A private member’s bill that would have put more democracy back into local council amalgamations was voted down in Parliament last night, says Labour MP Stuart Nash.

“My private members bill Local Government Act 2002 (Greater Local Democracy) Amendment Bill failed to pass by one vote .  

“The bill sought to return Local Government legislation back to how it was pre-2012, where for a council amalgamation to occur, there needed to be a majority in each jurisdiction, whereas now there only needs to be a majority across the region. 

“For me, local government is about local communities having the ability to determine their own future, as opposed to having an amalgamation forced upon them, which can now happen due to the 2012 changes to the Local Government Act.  I just don’t think forcing amalgamation on any council is democratic. 

“Labour, Greens, the Maori Party and NZ First voted for the Bill but unfortunately, Peter Dunne and David Seymour voted against it.  It’s a real shame because the Bill sought to legislate the official policy of Local Government New Zealand, which represents the nation’s mayors and councillors. 

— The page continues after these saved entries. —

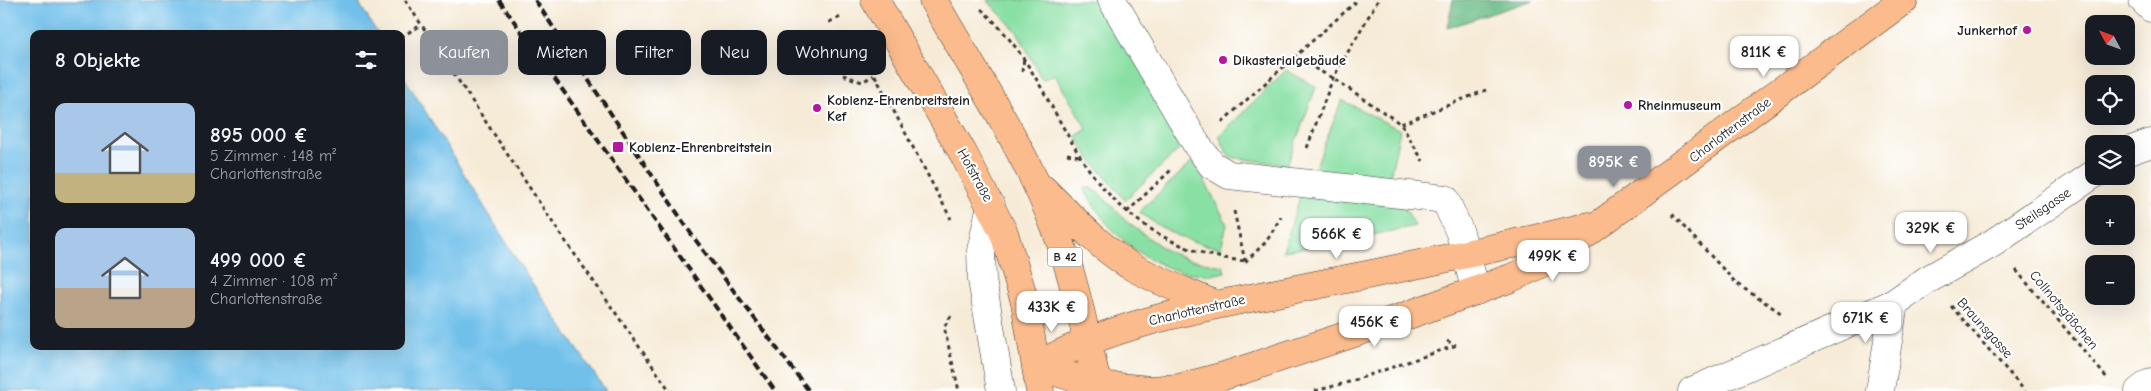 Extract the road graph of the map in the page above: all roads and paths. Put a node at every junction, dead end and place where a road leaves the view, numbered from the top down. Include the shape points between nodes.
1 (405, 0) edge
2 (875, 0) edge
3 (933, 0) edge
4 (1112, 0) edge
5 (1358, 0) edge
6 (1378, 0) edge
7 (1904, 0) edge
8 (2143, 0) edge
9 (976, 4) dead end
10 (2151, 8) edge
11 (828, 22) dead end
12 (847, 22) dead end
13 (421, 25) junction
14 (405, 35) edge
15 (1024, 57) junction
16 (1293, 57) junction
17 (1022, 72) dead end
18 (843, 75) dead end
19 (874, 75) joint
20 (1333, 78) junction
21 (1486, 90) dead end
22 (1401, 124) junction
23 (2151, 143) edge
24 (1197, 145) junction
25 (2135, 149) edge
26 (1067, 154) dead end
27 (1080, 156) junction
28 (1032, 178) junction
29 (2085, 180) edge
30 (1649, 189) junction
31 (1445, 199) junction
32 (991, 205) junction
33 (1127, 212) junction
34 (1603, 222) junction
35 (952, 228) dead end
36 (1993, 243) junction
37 (1466, 256) junction
38 (1245, 262) dead end
39 (1927, 280) junction
40 (1476, 291) junction
41 (1894, 303) junction
42 (1216, 305) junction
43 (954, 312) dead end
44 (1816, 336) junction
45 (1089, 339) junction
46 (1447, 341) dead end
47 (1351, 374) dead end
48 (1038, 379) edge
49 (1349, 382) junction
50 (2151, 382) edge
51 (1216, 384) edge
52 (2112, 384) dead end
53 (1098, 388) edge
54 (670, 391) edge
55 (959, 391) edge
56 (1001, 391) edge
57 (1315, 391) edge
58 (1692, 391) edge
59 (1880, 391) edge
60 (2025, 391) edge
61 (2139, 391) edge

1 - 13 path
2 - 32 main road, Hofstraße
3 - 28 main road, B 42
4 - 24 street
5 - 16 path
6 - 20 path
7 - 30 main road, Charlottenstraße
8 - 10 street
9 - 15 path via 994,20
11 - 12 path via 843,15
13 - 14 path
13 - 54 path
15 - 17 path
15 - 27 path
16 - 20 path
16 - 24 path
18 - 19 path via 862,82
19 - 35 path via 950,218
20 - 22 path
21 - 22 path
22 - 31 path
23 - 25 street
24 - 31 street via 1212,165 1229,175
24 - 33 path
26 - 27 path
27 - 33 path via 1094,177
28 - 42 main road via 1128,264
28 - 45 main road, B 42 via 1066,261
29 - 36 street, Steilsgasse
30 - 34 main road, Charlottenstraße
30 - 44 path via 1737,284
31 - 37 street via 1460,232
32 - 48 main road, Hofstraße via 1004,232 1025,302
32 - 56 street via 981,252 982,280
33 - 38 path via 1168,241
34 - 37 main road, Charlottenstraße
34 - 40 main road, Charlottenstraße via 1533,269
36 - 39 street, Steilsgasse
36 - 52 path, Collnotsgäßchen
37 - 40 street
37 - 42 main road, Charlottenstraße
39 - 41 street, Steilsgasse
39 - 60 path, Braunsgasse
40 - 51 main road, Charlottenstraße
41 - 44 street, Steilsgasse
41 - 59 street
42 - 45 main road, Charlottenstraße via 1159,316
43 - 55 path via 944,327
44 - 58 street, Steilsgasse
45 - 48 main road, Charlottenstraße
45 - 53 main road, B 42
46 - 49 path via 1457,345
47 - 49 path
48 - 53 main road, Charlottenstraße
49 - 57 path
50 - 61 street
51 - 53 main road, Charlottenstraße via 1150,390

“In fact, a number of the National speakers who opposed the Bill actually gave speeches which seemed, on the surface, to support the proposition, but it was plainly obvious that they hadn’t spoken to their local mayors and councillors and were just following the party line.  I suppose the disappointing thing is that either Act’s David Seymour or Peter Dunne could have sent this to Select committee for the people of New Zealand to have their say on whether local democracy is important or not, but neither chose to take a stand against their National masters,” says Stuart Nash.